*Task input*.
********************

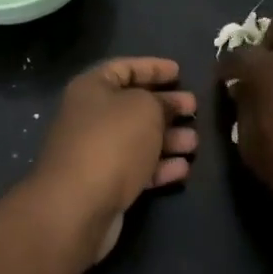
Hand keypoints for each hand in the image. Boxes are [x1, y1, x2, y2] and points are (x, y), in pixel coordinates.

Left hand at [30, 58, 197, 261]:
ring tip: (195, 142)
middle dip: (166, 106)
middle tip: (194, 108)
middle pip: (133, 105)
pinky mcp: (104, 184)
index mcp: (91, 89)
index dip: (152, 67)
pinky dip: (159, 167)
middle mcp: (90, 117)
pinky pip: (136, 168)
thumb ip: (161, 102)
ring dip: (168, 139)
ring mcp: (95, 152)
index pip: (124, 68)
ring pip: (138, 139)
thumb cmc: (112, 142)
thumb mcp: (145, 109)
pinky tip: (183, 168)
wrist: (77, 205)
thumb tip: (168, 105)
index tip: (179, 71)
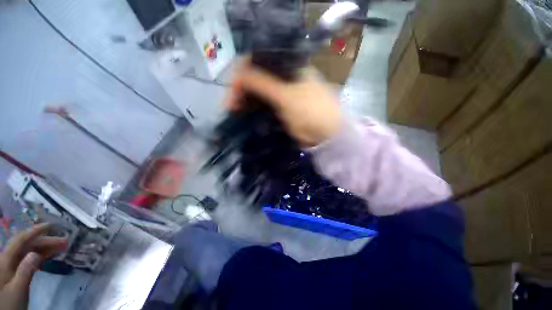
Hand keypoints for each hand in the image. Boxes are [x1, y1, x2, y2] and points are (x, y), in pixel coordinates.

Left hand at [0, 223, 67, 309]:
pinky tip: (50, 255)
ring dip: (46, 247)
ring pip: (30, 251)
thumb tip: (35, 254)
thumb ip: (24, 272)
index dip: (34, 231)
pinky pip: (30, 258)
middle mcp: (9, 258)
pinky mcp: (18, 270)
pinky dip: (42, 254)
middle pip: (28, 245)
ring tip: (63, 247)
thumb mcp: (17, 290)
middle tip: (65, 241)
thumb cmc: (9, 302)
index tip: (50, 225)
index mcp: (6, 260)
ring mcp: (13, 265)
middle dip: (46, 241)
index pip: (21, 240)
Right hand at [228, 63, 341, 146]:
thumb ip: (263, 83)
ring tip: (234, 112)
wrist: (326, 135)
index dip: (242, 75)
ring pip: (258, 92)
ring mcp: (283, 94)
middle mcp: (284, 78)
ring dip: (245, 100)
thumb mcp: (287, 96)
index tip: (233, 93)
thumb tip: (238, 74)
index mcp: (288, 67)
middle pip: (256, 77)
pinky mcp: (281, 108)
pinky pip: (263, 105)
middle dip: (240, 90)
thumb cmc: (311, 112)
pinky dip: (253, 109)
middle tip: (230, 106)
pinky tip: (245, 115)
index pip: (258, 62)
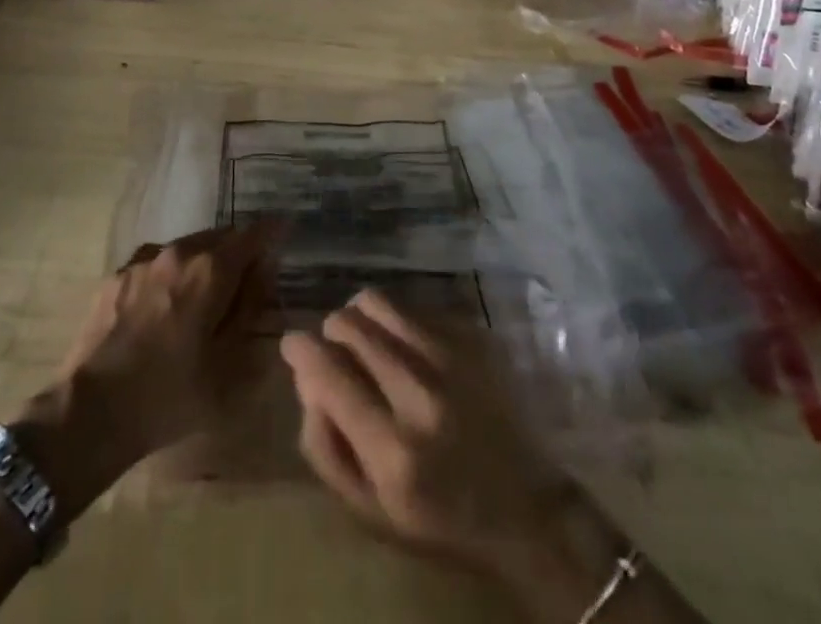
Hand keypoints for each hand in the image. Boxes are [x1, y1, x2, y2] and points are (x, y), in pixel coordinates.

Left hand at [15, 223, 276, 518]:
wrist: (90, 412)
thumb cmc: (169, 395)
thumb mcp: (228, 365)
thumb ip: (250, 310)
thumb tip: (264, 273)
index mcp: (210, 269)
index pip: (253, 234)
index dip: (273, 232)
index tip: (285, 231)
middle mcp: (178, 251)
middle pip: (219, 237)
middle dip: (237, 251)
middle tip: (248, 278)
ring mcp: (142, 261)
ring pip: (186, 248)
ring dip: (203, 262)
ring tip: (206, 294)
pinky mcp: (116, 276)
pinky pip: (156, 264)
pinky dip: (172, 274)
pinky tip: (166, 306)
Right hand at [283, 292, 669, 623]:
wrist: (528, 508)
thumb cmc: (441, 518)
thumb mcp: (370, 511)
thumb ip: (325, 445)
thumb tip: (305, 377)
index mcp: (394, 451)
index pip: (328, 374)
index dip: (300, 349)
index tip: (292, 343)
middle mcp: (422, 394)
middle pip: (350, 325)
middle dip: (333, 333)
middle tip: (339, 353)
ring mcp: (453, 358)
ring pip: (379, 302)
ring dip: (362, 317)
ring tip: (370, 342)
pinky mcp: (474, 337)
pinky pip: (414, 306)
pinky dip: (399, 322)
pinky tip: (411, 350)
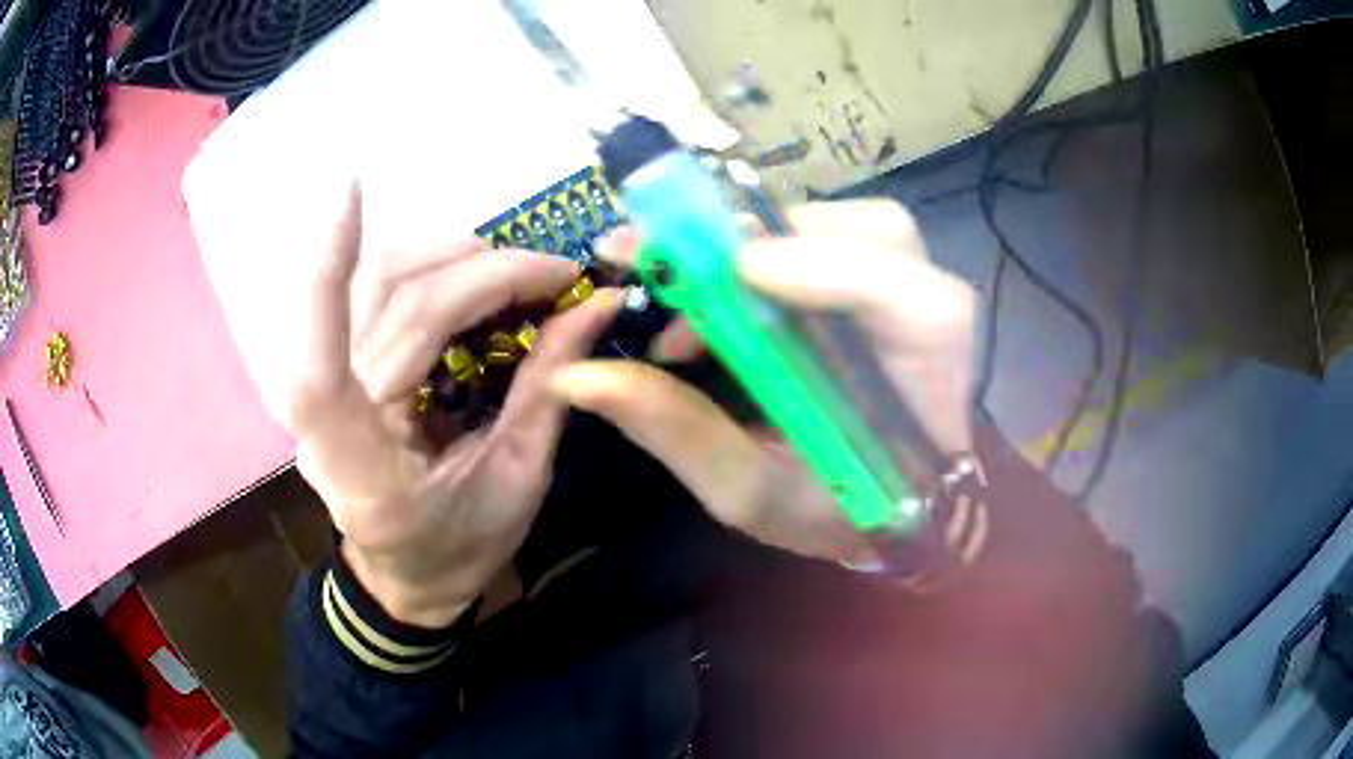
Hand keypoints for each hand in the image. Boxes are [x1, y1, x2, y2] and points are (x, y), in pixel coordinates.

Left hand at [288, 186, 622, 626]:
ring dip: (443, 254)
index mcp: (365, 472)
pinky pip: (370, 296)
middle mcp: (330, 423)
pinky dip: (418, 264)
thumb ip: (550, 392)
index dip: (324, 277)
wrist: (405, 578)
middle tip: (552, 276)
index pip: (319, 372)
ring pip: (371, 288)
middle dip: (479, 272)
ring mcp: (327, 393)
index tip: (349, 192)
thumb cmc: (459, 550)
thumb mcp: (518, 484)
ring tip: (509, 266)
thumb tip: (597, 305)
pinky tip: (460, 265)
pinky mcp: (337, 371)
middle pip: (390, 307)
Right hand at [551, 200, 977, 564]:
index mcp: (924, 388)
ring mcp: (916, 294)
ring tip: (697, 291)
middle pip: (878, 236)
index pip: (908, 301)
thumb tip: (577, 375)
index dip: (826, 266)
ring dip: (767, 241)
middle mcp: (933, 323)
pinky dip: (773, 250)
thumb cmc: (833, 514)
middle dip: (769, 238)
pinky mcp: (888, 284)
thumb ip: (676, 430)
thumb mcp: (750, 492)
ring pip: (856, 227)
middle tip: (673, 265)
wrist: (889, 512)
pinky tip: (727, 295)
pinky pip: (836, 240)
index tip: (729, 270)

********************

*Task statement*. Beginning at the line with "thumb tip: (577, 375)", write out each line exactly as it stands until the listing ends, and add nothing.

*Expected output*.
thumb tip: (577, 375)
index dip: (826, 266)
ring dip: (767, 241)
middle mcp: (933, 323)
pinky dip: (773, 250)
thumb cmc: (833, 514)
middle dip: (769, 238)
pinky mcp: (888, 284)
thumb ip: (676, 430)
thumb mcp: (750, 492)
ring pip: (856, 227)
middle tip: (673, 265)
wrist: (889, 512)
pinky tip: (727, 295)
pinky pip: (836, 240)
index tip: (729, 270)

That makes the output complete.